-- Material for this exercise follows --
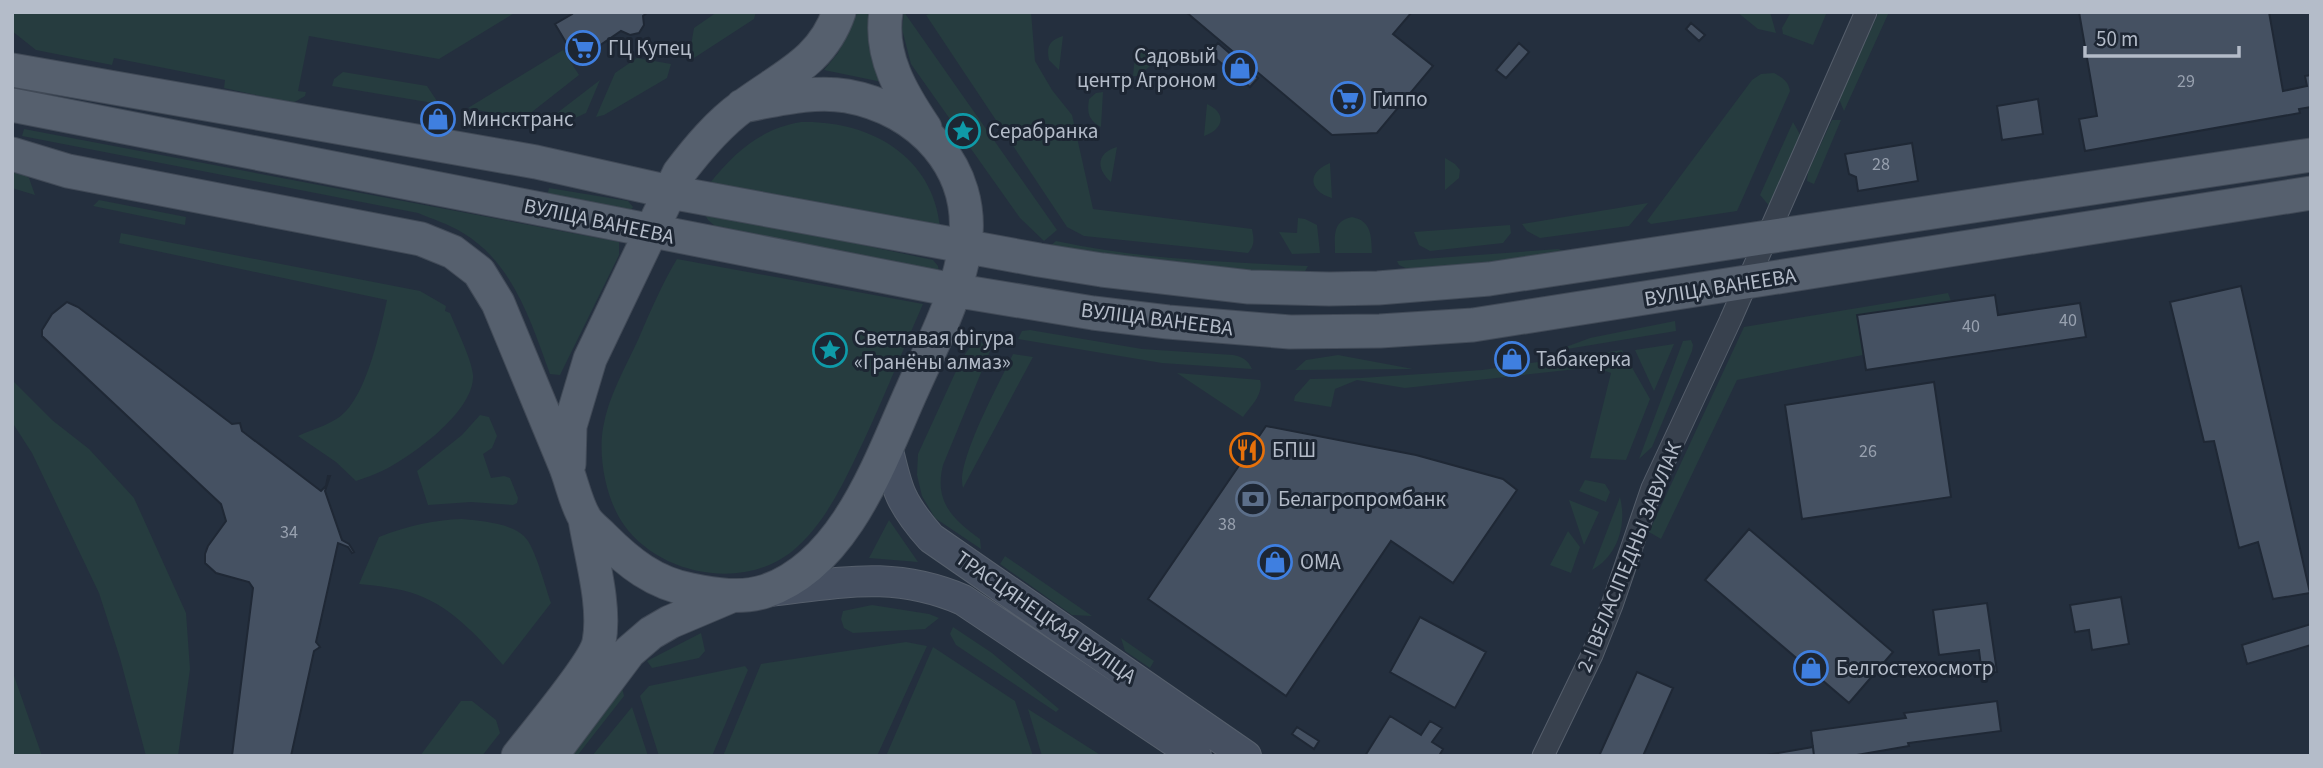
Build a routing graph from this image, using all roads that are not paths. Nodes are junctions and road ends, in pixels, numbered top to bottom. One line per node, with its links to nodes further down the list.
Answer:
1 (839, 12): 6 (main road)
2 (886, 12): 7 (main road)
3 (1866, 12): 14 (street, 2-І ВЕЛАСІПЕДНЫ ЗАВУЛАК)
4 (12, 70): 10 (main road, ВУЛІЦА ВАНЕЕВА)
5 (12, 105): 13 (main road, ВУЛІЦА ВАНЕЕВА)
6 (742, 106): 7 (main road); 10 (main road)
7 (932, 139): 16 (main road)
8 (12, 154): 20 (main road)
9 (2311, 155): 12 (main road, ВУЛІЦА ВАНЕЕВА)
10 (670, 192): 13 (main road); 16 (main road, ВУЛІЦА ВАНЕЕВА)
11 (2311, 192): 15 (main road, ВУЛІЦА ВАНЕЕВА)
12 (2028, 196): 14 (main road, ВУЛІЦА ВАНЕЕВА); 15 (street)
13 (651, 232): 18 (main road, ВУЛІЦА ВАНЕЕВА); 20 (main road)
14 (1769, 235): 16 (main road, ВУЛІЦА ВАНЕЕВА); 17 (street, 2-І ВЕЛАСІПЕДНЫ ЗАВУЛАК)
15 (2033, 238): 17 (main road, ВУЛІЦА ВАНЕЕВА)
16 (965, 246): 18 (main road)
17 (1748, 282): 18 (main road, ВУЛІЦА ВАНЕЕВА); 28 (street, 2-І ВЕЛАСІПЕДНЫ ЗАВУЛАК)
18 (953, 290): 19 (main road)
19 (887, 446): 22 (main road); 27 (main road, ТРАСЦЯНЕЦКАЯ ВУЛІЦА)
20 (570, 477): 21 (main road)
21 (585, 519): 23 (main road); 24 (main road)
22 (766, 592): 23 (main road); 26 (main road, ТРАСЦЯНЕЦКАЯ ВУЛІЦА)
23 (732, 597): 25 (main road)
24 (518, 756)
25 (551, 756)
26 (1196, 756)
27 (1246, 756)
28 (1543, 756)

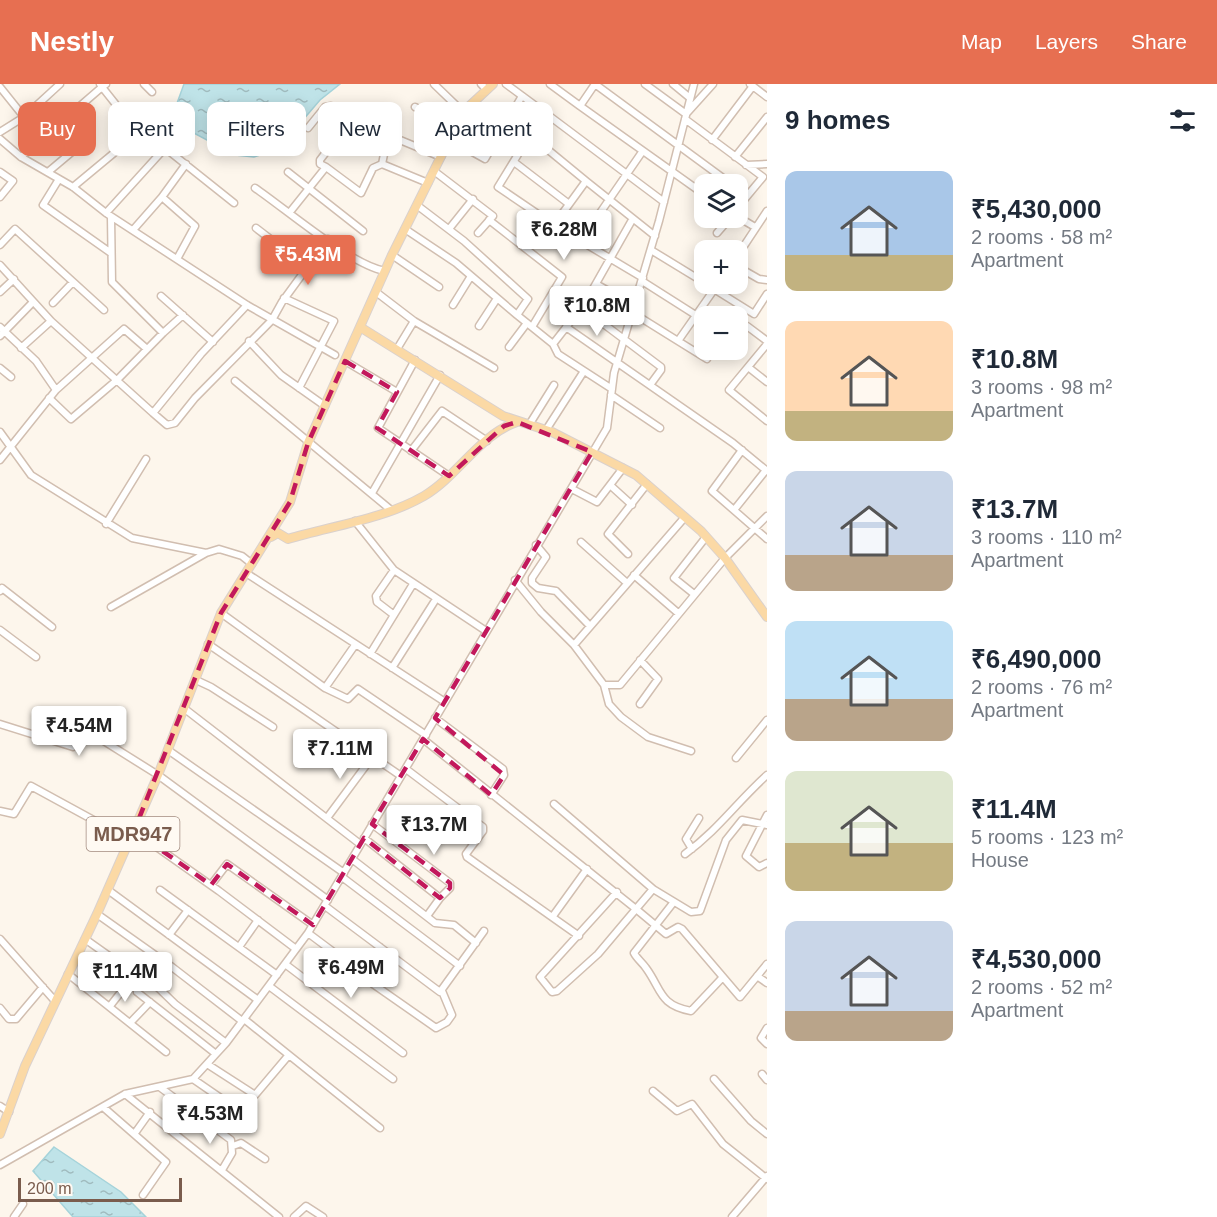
-- Material for this exercise concluded --
Task brief
Output each of the lines above exactly, apart from the images.

Exercise solution
Build a routing graph from this image, using all roads that are not paths. Nodes are junctions and road ends, in pixels, numbered top to bottom. One line per node, with its links to nodes further down the list.
Answer:
1 (839, 12): 6 (main road)
2 (886, 12): 7 (main road)
3 (1866, 12): 14 (street, 2-І ВЕЛАСІПЕДНЫ ЗАВУЛАК)
4 (12, 70): 10 (main road, ВУЛІЦА ВАНЕЕВА)
5 (12, 105): 13 (main road, ВУЛІЦА ВАНЕЕВА)
6 (742, 106): 7 (main road); 10 (main road)
7 (932, 139): 16 (main road)
8 (12, 154): 20 (main road)
9 (2311, 155): 12 (main road, ВУЛІЦА ВАНЕЕВА)
10 (670, 192): 13 (main road); 16 (main road, ВУЛІЦА ВАНЕЕВА)
11 (2311, 192): 15 (main road, ВУЛІЦА ВАНЕЕВА)
12 (2028, 196): 14 (main road, ВУЛІЦА ВАНЕЕВА); 15 (street)
13 (651, 232): 18 (main road, ВУЛІЦА ВАНЕЕВА); 20 (main road)
14 (1769, 235): 16 (main road, ВУЛІЦА ВАНЕЕВА); 17 (street, 2-І ВЕЛАСІПЕДНЫ ЗАВУЛАК)
15 (2033, 238): 17 (main road, ВУЛІЦА ВАНЕЕВА)
16 (965, 246): 18 (main road)
17 (1748, 282): 18 (main road, ВУЛІЦА ВАНЕЕВА); 28 (street, 2-І ВЕЛАСІПЕДНЫ ЗАВУЛАК)
18 (953, 290): 19 (main road)
19 (887, 446): 22 (main road); 27 (main road, ТРАСЦЯНЕЦКАЯ ВУЛІЦА)
20 (570, 477): 21 (main road)
21 (585, 519): 23 (main road); 24 (main road)
22 (766, 592): 23 (main road); 26 (main road, ТРАСЦЯНЕЦКАЯ ВУЛІЦА)
23 (732, 597): 25 (main road)
24 (518, 756)
25 (551, 756)
26 (1196, 756)
27 (1246, 756)
28 (1543, 756)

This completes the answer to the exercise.